- _Task description_
Set down, word for word, the line with "map in this" and the lines after it through the final line of the data below, without pictures.

Saved data entries:

--- --- ---

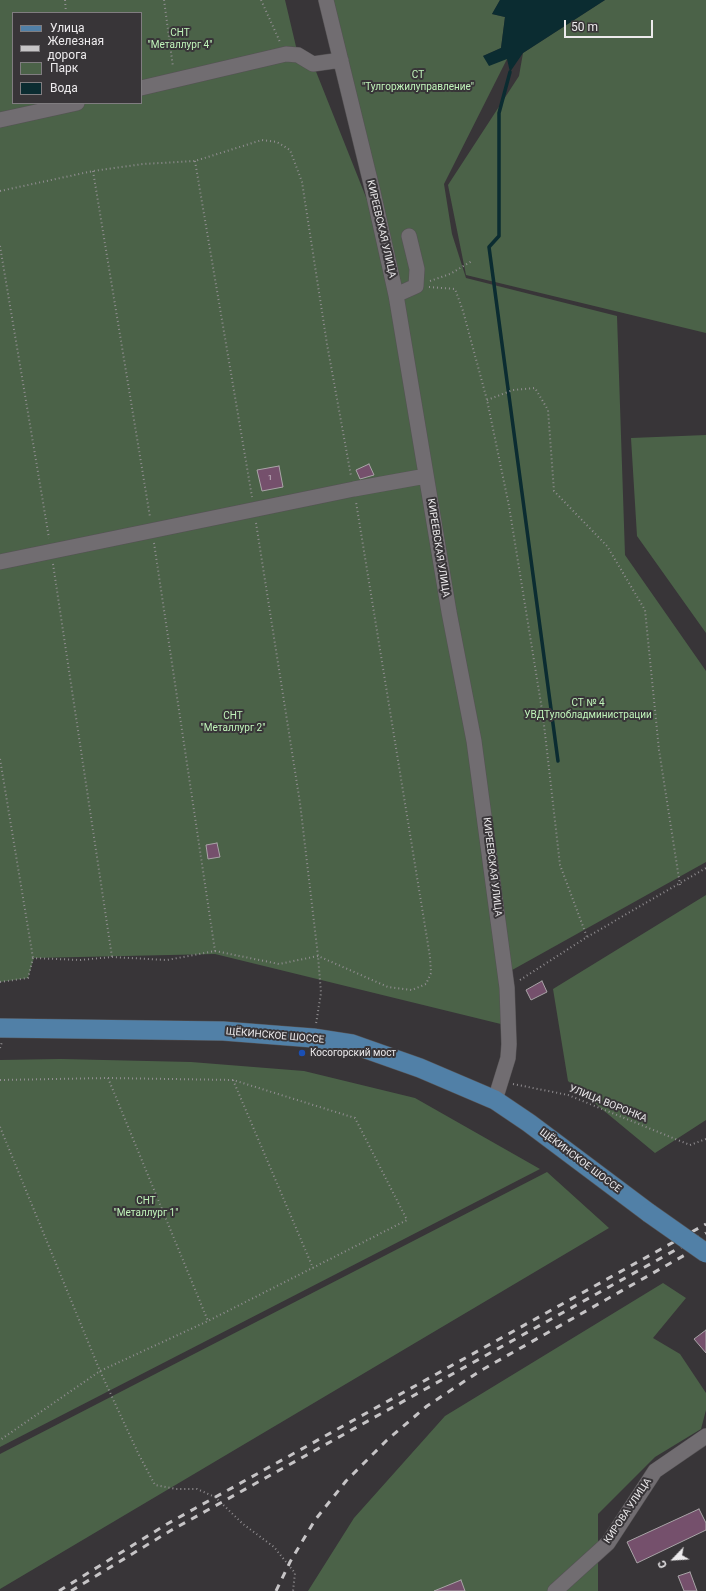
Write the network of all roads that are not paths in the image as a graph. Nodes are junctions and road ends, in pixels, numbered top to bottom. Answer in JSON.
{"nodes":[{"id":1,"x":326,"y":0,"type":"edge"},
{"id":2,"x":341,"y":60,"type":"junction"},
{"id":3,"x":142,"y":88,"type":"edge"},
{"id":4,"x":72,"y":104,"type":"edge"},
{"id":5,"x":0,"y":120,"type":"edge"},
{"id":6,"x":409,"y":236,"type":"dead end"},
{"id":7,"x":396,"y":295,"type":"junction"},
{"id":8,"x":426,"y":476,"type":"junction"},
{"id":9,"x":0,"y":562,"type":"edge"},
{"id":10,"x":0,"y":1028,"type":"edge"},
{"id":11,"x":494,"y":1100,"type":"junction"},
{"id":12,"x":706,"y":1253,"type":"edge"},
{"id":13,"x":706,"y":1436,"type":"edge"},
{"id":14,"x":555,"y":1591,"type":"edge"}],
"edges":[{"from":1,"to":2,"type":"street","name":"КИРЕЕВСКАЯ УЛИЦА"},
{"from":2,"to":3,"type":"street"},
{"from":2,"to":7,"type":"street","name":"КИРЕЕВСКАЯ УЛИЦА"},
{"from":4,"to":5,"type":"street"},
{"from":6,"to":7,"type":"street"},
{"from":7,"to":8,"type":"street","name":"КИРЕЕВСКАЯ УЛИЦА"},
{"from":8,"to":9,"type":"street"},
{"from":8,"to":11,"type":"street","name":"КИРЕЕВСКАЯ УЛИЦА"},
{"from":10,"to":11,"type":"main road","name":"ЩЁКИНСКОЕ ШОССЕ"},
{"from":11,"to":12,"type":"main road","name":"ЩЁКИНСКОЕ ШОССЕ","bridge":true},
{"from":13,"to":14,"type":"street","name":"КИРОВА УЛИЦА"}]}
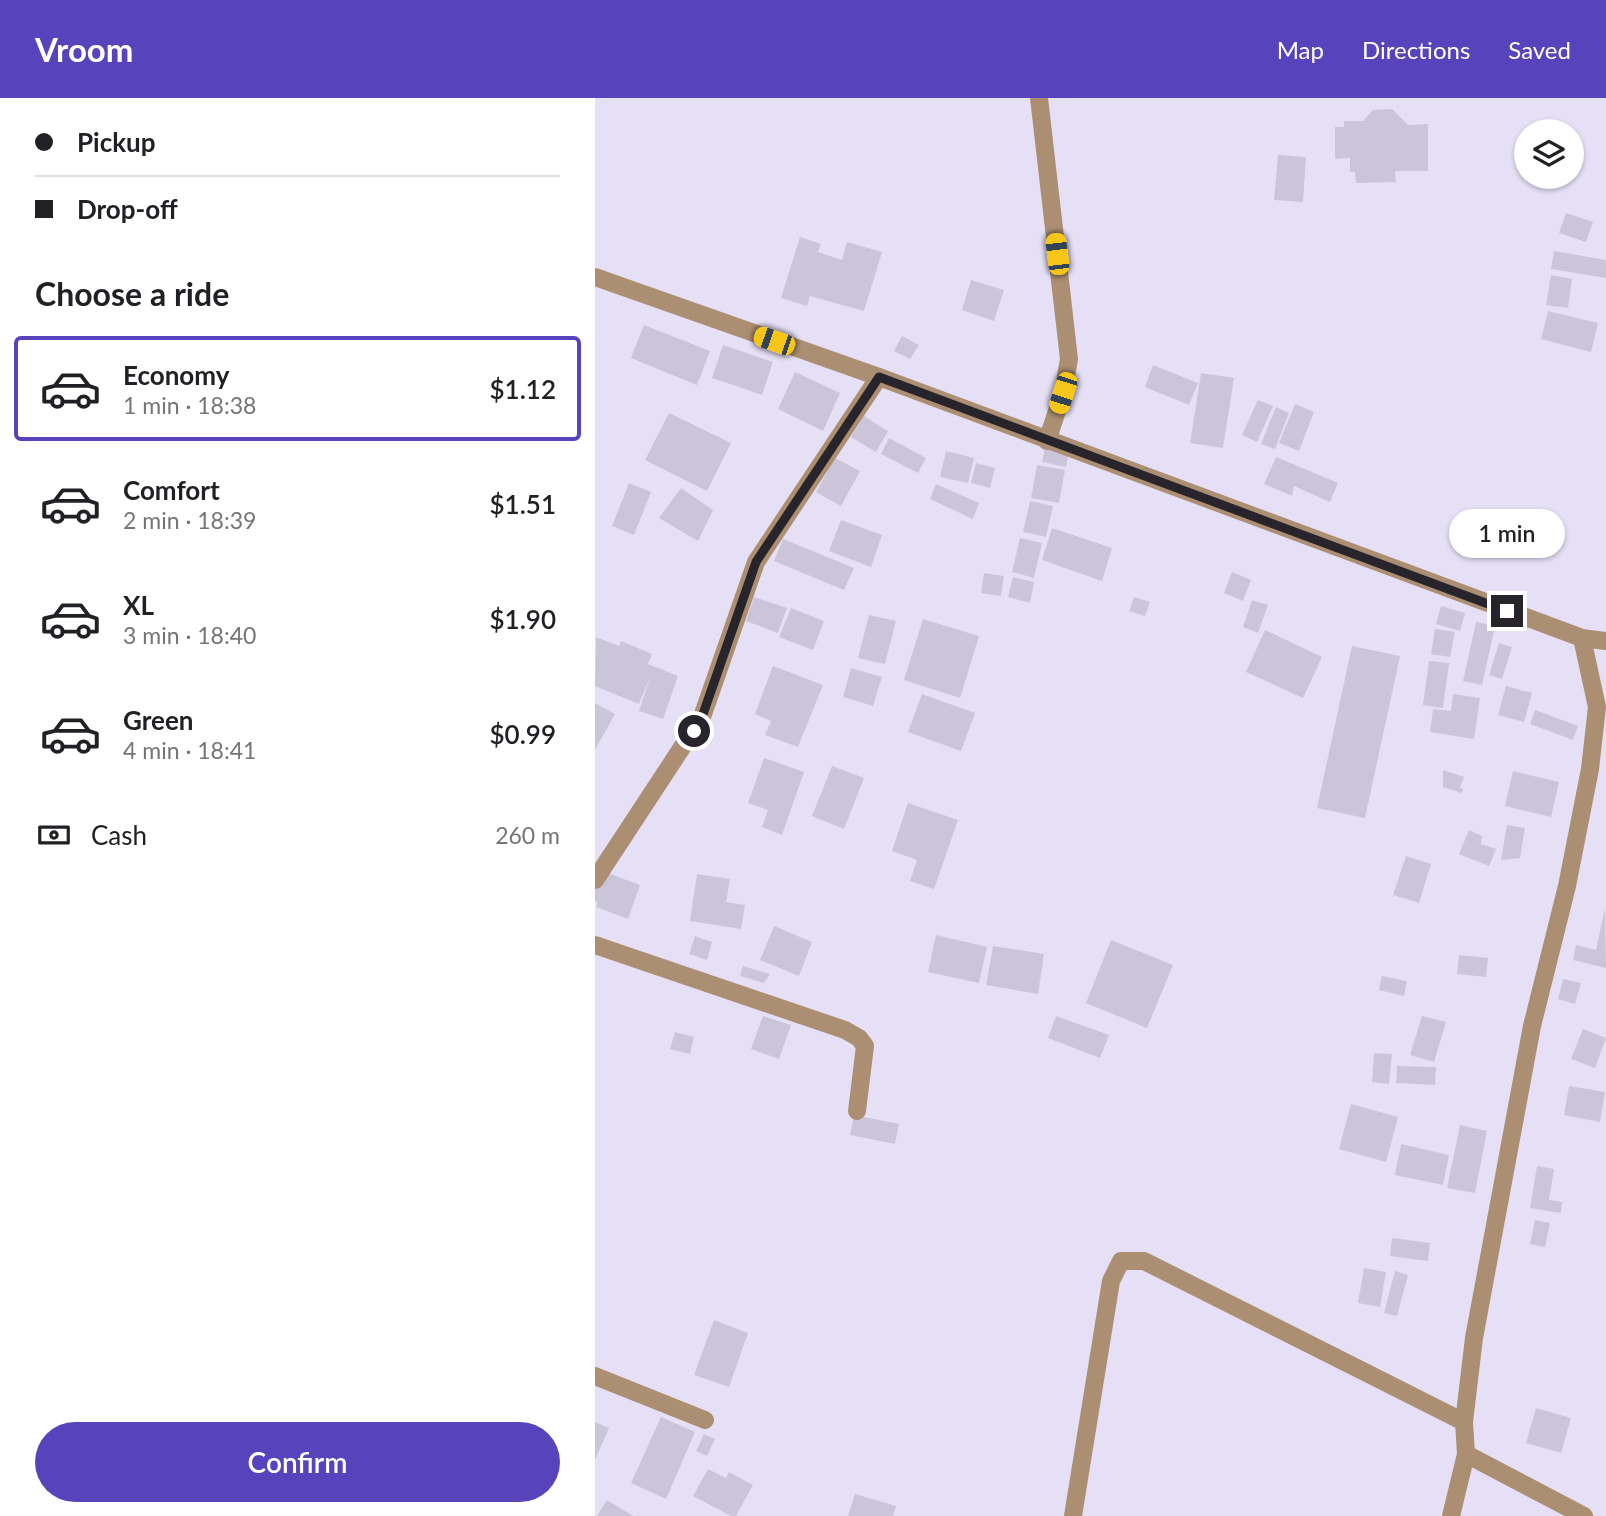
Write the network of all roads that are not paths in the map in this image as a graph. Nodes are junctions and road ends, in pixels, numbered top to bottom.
1 (1039, 98) edge
2 (595, 277) edge
3 (879, 377) junction
4 (1047, 441) junction
5 (1583, 638) junction
6 (1606, 641) edge
7 (595, 880) edge
8 (595, 945) edge
9 (857, 1111) dead end
10 (595, 1376) edge
11 (705, 1420) dead end
12 (1465, 1422) junction
13 (1466, 1454) junction
14 (1073, 1516) edge
15 (1451, 1516) edge
16 (1584, 1516) edge

1 - 4 street
2 - 3 street
3 - 4 street
3 - 7 street
4 - 5 street
5 - 6 street
5 - 12 street
8 - 9 street
10 - 11 street
12 - 13 street
12 - 14 street
13 - 15 street
13 - 16 street

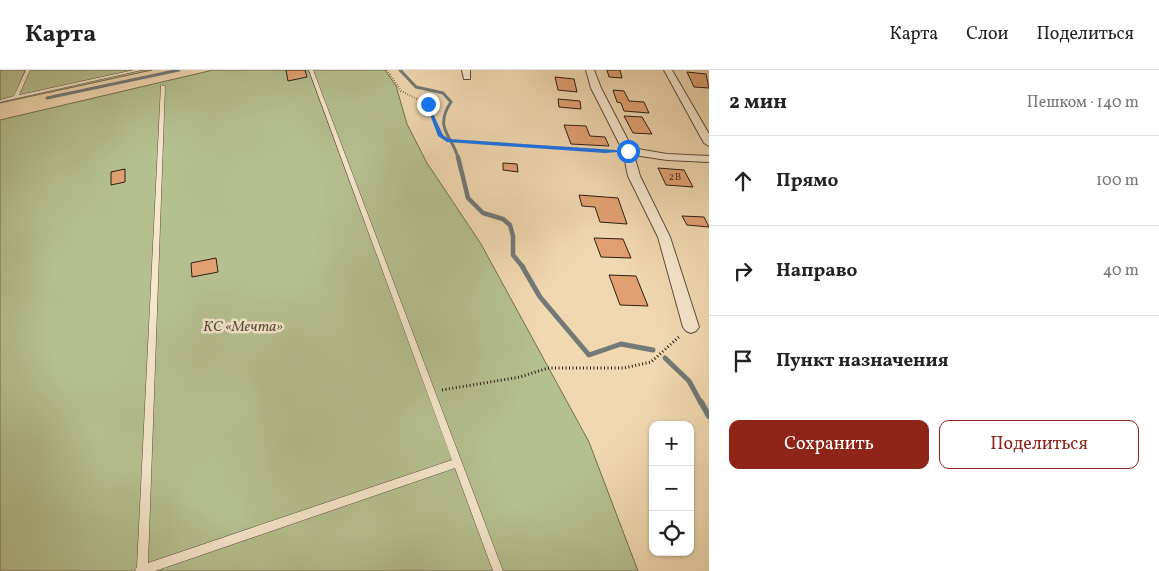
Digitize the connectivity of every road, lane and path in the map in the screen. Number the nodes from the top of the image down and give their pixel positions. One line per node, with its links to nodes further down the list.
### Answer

--- --- ---

- _Answer box_
Write the network of all roads that are not paths in the map in this image as a graph. Nodes are junctions and road ends, in pixels, numbered top to bottom.
1 (1039, 98) edge
2 (595, 277) edge
3 (879, 377) junction
4 (1047, 441) junction
5 (1583, 638) junction
6 (1606, 641) edge
7 (595, 880) edge
8 (595, 945) edge
9 (857, 1111) dead end
10 (595, 1376) edge
11 (705, 1420) dead end
12 (1465, 1422) junction
13 (1466, 1454) junction
14 (1073, 1516) edge
15 (1451, 1516) edge
16 (1584, 1516) edge

1 - 4 street
2 - 3 street
3 - 4 street
3 - 7 street
4 - 5 street
5 - 6 street
5 - 12 street
8 - 9 street
10 - 11 street
12 - 13 street
12 - 14 street
13 - 15 street
13 - 16 street

Digitize the connectivity of every road, lane and path in the map in the screen. Number the nodes from the top of the image down and give their pixel positions. One line per node, with its links to nodes further down the list.
### Answer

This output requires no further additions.